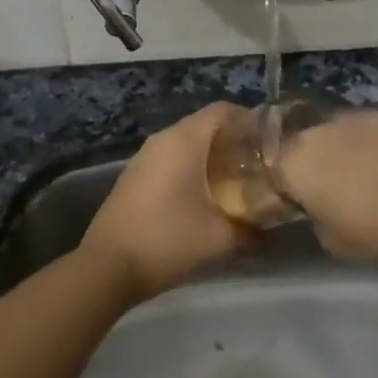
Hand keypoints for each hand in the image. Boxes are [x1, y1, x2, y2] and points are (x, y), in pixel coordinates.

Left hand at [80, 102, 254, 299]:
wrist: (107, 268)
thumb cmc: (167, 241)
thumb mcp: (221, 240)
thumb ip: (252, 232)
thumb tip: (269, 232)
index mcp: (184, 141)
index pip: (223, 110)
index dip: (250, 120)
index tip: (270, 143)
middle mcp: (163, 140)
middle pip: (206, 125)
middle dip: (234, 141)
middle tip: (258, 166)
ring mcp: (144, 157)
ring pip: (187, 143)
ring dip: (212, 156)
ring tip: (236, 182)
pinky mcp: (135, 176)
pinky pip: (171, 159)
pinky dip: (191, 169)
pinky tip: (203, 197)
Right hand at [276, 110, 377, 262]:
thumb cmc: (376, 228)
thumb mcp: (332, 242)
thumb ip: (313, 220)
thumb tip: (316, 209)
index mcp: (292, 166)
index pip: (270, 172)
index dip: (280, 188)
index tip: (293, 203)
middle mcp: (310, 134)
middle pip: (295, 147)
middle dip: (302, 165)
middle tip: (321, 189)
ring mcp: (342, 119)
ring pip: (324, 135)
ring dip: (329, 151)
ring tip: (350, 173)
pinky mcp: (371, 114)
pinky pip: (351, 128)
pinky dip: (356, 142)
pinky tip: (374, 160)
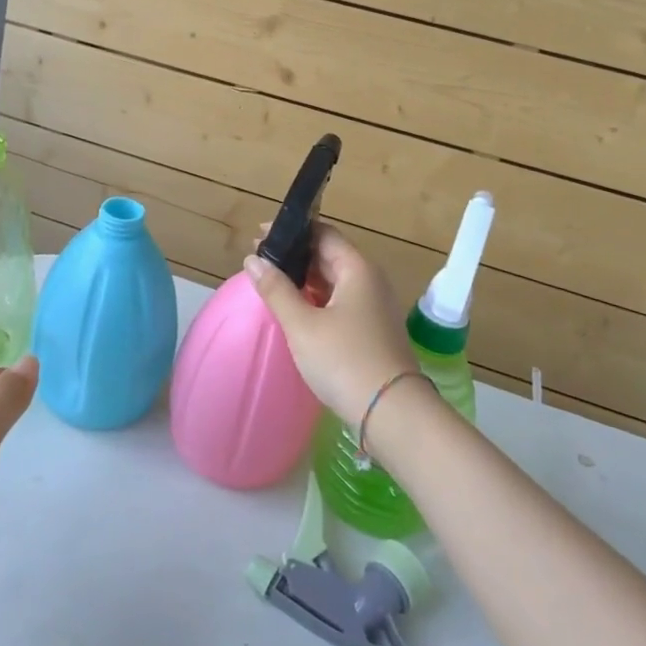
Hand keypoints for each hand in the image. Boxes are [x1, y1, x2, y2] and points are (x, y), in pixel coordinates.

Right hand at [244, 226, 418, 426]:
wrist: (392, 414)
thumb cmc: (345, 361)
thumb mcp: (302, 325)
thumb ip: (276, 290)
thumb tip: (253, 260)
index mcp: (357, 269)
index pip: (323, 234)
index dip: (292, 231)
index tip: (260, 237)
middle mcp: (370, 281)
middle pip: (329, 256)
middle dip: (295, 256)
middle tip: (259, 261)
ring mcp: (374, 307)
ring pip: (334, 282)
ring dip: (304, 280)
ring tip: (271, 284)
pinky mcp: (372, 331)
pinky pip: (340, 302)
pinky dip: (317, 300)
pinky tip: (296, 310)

● ● ● ● ● ● ●

WHAT TO DO:
Beginning at the line that contains "index pip: (223, 110)" and ending at the last line of the data, return each line exactly; no picture belongs in the copy.

RESPONSE FOR THIS EXERCISE:
index pip: (223, 110)
index dip: (250, 120)
index tip: (270, 143)
middle mcp: (163, 140)
middle pip: (206, 125)
middle dip: (234, 141)
middle tip: (258, 166)
ring mcp: (144, 157)
ring pip: (187, 143)
ring dip: (212, 156)
ring tip: (236, 182)
pinky mcp: (135, 176)
pinky pip: (171, 159)
pinky dip: (191, 169)
pinky tip: (203, 197)
Right hand at [276, 110, 377, 262]:
thumb cmc: (376, 228)
thumb mcp: (332, 242)
thumb ip: (313, 220)
thumb tip: (316, 209)
index mcp: (292, 166)
index pip: (270, 172)
index dip: (280, 188)
index tip: (293, 203)
middle mcp: (310, 134)
middle pip: (295, 147)
middle dip: (302, 165)
middle tip: (321, 189)
ring mcp: (342, 119)
ring pip: (324, 135)
ring dip: (329, 151)
ring tip: (350, 173)
pinky mcp: (371, 114)
pinky pip: (351, 128)
pinky dip: (356, 142)
pinky tip: (374, 160)
Hand keypoints for each hand in the image. Boxes are [x1, y1, x2, y2] and points are (x, y), in pixel coordinates.

Right hand at [244, 226, 418, 426]:
wrist: (392, 414)
thumb cmc: (345, 361)
thumb mcp: (302, 325)
thumb ip: (276, 290)
thumb tip: (253, 260)
index mcp: (357, 269)
index pip: (323, 234)
index dip: (292, 231)
index tip: (260, 237)
middle mcp: (370, 281)
middle pip: (329, 256)
middle dip: (295, 256)
middle tip: (259, 261)
ring mcp: (374, 307)
ring pip: (334, 282)
ring dip: (304, 280)
ring tip: (271, 284)
pinky mcp: (372, 331)
pinky pip: (340, 302)
pinky dip: (317, 300)
pinky tip: (296, 310)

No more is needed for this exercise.